● **Instructions for the task**:
Quote each record exactly, please, leaving none out.

——

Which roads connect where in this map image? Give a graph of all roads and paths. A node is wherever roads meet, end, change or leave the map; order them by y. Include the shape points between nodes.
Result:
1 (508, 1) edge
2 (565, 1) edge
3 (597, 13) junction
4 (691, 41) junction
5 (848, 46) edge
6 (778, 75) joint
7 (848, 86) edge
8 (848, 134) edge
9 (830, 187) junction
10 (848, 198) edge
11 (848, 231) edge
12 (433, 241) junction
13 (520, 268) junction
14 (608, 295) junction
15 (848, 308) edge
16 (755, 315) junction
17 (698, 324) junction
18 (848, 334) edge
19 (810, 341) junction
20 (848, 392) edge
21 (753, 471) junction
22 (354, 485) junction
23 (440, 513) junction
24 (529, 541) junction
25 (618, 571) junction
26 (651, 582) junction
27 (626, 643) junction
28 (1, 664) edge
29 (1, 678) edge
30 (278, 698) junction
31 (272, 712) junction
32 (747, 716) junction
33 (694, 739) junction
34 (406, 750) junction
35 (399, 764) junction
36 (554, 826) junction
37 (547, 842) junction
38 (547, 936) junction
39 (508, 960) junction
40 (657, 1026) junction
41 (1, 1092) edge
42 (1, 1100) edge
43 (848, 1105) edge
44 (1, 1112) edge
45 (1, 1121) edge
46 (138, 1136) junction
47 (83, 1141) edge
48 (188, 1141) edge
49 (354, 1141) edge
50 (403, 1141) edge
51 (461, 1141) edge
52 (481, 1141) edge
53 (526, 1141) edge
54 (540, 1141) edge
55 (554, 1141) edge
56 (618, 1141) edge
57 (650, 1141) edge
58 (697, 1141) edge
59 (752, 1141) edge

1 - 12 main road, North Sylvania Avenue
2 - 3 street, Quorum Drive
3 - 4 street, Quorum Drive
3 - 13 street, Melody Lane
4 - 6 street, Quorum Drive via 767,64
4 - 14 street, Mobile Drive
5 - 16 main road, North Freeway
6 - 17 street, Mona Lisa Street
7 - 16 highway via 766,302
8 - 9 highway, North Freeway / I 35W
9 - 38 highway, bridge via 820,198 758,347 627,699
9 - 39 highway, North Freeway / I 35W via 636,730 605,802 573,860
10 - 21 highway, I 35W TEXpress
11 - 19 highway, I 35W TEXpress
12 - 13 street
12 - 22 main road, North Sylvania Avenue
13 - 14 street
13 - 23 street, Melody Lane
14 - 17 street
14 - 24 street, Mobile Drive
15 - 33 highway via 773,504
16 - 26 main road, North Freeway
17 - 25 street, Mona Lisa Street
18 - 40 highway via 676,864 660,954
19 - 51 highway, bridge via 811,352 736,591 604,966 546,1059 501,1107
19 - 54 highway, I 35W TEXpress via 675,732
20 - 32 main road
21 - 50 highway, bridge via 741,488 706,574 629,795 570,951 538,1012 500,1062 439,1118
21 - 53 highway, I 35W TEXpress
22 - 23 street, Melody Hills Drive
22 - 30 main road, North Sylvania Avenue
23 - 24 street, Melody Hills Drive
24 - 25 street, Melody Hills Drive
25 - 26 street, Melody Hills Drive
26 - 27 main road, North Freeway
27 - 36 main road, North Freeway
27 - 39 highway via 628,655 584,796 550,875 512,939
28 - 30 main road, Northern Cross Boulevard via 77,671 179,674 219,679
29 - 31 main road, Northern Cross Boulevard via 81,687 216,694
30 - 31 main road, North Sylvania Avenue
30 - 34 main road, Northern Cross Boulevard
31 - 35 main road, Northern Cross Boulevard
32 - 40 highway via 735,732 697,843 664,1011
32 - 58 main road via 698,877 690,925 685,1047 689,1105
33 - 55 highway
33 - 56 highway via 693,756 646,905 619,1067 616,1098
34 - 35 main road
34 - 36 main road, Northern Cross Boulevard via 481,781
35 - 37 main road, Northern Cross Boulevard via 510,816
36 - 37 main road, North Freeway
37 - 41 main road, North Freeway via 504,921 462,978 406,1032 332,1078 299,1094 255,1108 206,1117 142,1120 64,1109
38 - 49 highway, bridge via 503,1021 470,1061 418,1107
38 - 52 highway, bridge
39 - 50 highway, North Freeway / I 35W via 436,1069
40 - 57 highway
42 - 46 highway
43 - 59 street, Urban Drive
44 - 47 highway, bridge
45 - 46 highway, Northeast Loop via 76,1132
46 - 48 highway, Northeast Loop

——

● **Your solution**:
Which roads connect where in this map image? Give a graph of all roads and paths. A node is wherever roads meet, end, change or leave the map; order them by y. Include the shape points between nodes.
Result:
1 (508, 1) edge
2 (565, 1) edge
3 (597, 13) junction
4 (691, 41) junction
5 (848, 46) edge
6 (778, 75) joint
7 (848, 86) edge
8 (848, 134) edge
9 (830, 187) junction
10 (848, 198) edge
11 (848, 231) edge
12 (433, 241) junction
13 (520, 268) junction
14 (608, 295) junction
15 (848, 308) edge
16 (755, 315) junction
17 (698, 324) junction
18 (848, 334) edge
19 (810, 341) junction
20 (848, 392) edge
21 (753, 471) junction
22 (354, 485) junction
23 (440, 513) junction
24 (529, 541) junction
25 (618, 571) junction
26 (651, 582) junction
27 (626, 643) junction
28 (1, 664) edge
29 (1, 678) edge
30 (278, 698) junction
31 (272, 712) junction
32 (747, 716) junction
33 (694, 739) junction
34 (406, 750) junction
35 (399, 764) junction
36 (554, 826) junction
37 (547, 842) junction
38 (547, 936) junction
39 (508, 960) junction
40 (657, 1026) junction
41 (1, 1092) edge
42 (1, 1100) edge
43 (848, 1105) edge
44 (1, 1112) edge
45 (1, 1121) edge
46 (138, 1136) junction
47 (83, 1141) edge
48 (188, 1141) edge
49 (354, 1141) edge
50 (403, 1141) edge
51 (461, 1141) edge
52 (481, 1141) edge
53 (526, 1141) edge
54 (540, 1141) edge
55 (554, 1141) edge
56 (618, 1141) edge
57 (650, 1141) edge
58 (697, 1141) edge
59 (752, 1141) edge

1 - 12 main road, North Sylvania Avenue
2 - 3 street, Quorum Drive
3 - 4 street, Quorum Drive
3 - 13 street, Melody Lane
4 - 6 street, Quorum Drive via 767,64
4 - 14 street, Mobile Drive
5 - 16 main road, North Freeway
6 - 17 street, Mona Lisa Street
7 - 16 highway via 766,302
8 - 9 highway, North Freeway / I 35W
9 - 38 highway, bridge via 820,198 758,347 627,699
9 - 39 highway, North Freeway / I 35W via 636,730 605,802 573,860
10 - 21 highway, I 35W TEXpress
11 - 19 highway, I 35W TEXpress
12 - 13 street
12 - 22 main road, North Sylvania Avenue
13 - 14 street
13 - 23 street, Melody Lane
14 - 17 street
14 - 24 street, Mobile Drive
15 - 33 highway via 773,504
16 - 26 main road, North Freeway
17 - 25 street, Mona Lisa Street
18 - 40 highway via 676,864 660,954
19 - 51 highway, bridge via 811,352 736,591 604,966 546,1059 501,1107
19 - 54 highway, I 35W TEXpress via 675,732
20 - 32 main road
21 - 50 highway, bridge via 741,488 706,574 629,795 570,951 538,1012 500,1062 439,1118
21 - 53 highway, I 35W TEXpress
22 - 23 street, Melody Hills Drive
22 - 30 main road, North Sylvania Avenue
23 - 24 street, Melody Hills Drive
24 - 25 street, Melody Hills Drive
25 - 26 street, Melody Hills Drive
26 - 27 main road, North Freeway
27 - 36 main road, North Freeway
27 - 39 highway via 628,655 584,796 550,875 512,939
28 - 30 main road, Northern Cross Boulevard via 77,671 179,674 219,679
29 - 31 main road, Northern Cross Boulevard via 81,687 216,694
30 - 31 main road, North Sylvania Avenue
30 - 34 main road, Northern Cross Boulevard
31 - 35 main road, Northern Cross Boulevard
32 - 40 highway via 735,732 697,843 664,1011
32 - 58 main road via 698,877 690,925 685,1047 689,1105
33 - 55 highway
33 - 56 highway via 693,756 646,905 619,1067 616,1098
34 - 35 main road
34 - 36 main road, Northern Cross Boulevard via 481,781
35 - 37 main road, Northern Cross Boulevard via 510,816
36 - 37 main road, North Freeway
37 - 41 main road, North Freeway via 504,921 462,978 406,1032 332,1078 299,1094 255,1108 206,1117 142,1120 64,1109
38 - 49 highway, bridge via 503,1021 470,1061 418,1107
38 - 52 highway, bridge
39 - 50 highway, North Freeway / I 35W via 436,1069
40 - 57 highway
42 - 46 highway
43 - 59 street, Urban Drive
44 - 47 highway, bridge
45 - 46 highway, Northeast Loop via 76,1132
46 - 48 highway, Northeast Loop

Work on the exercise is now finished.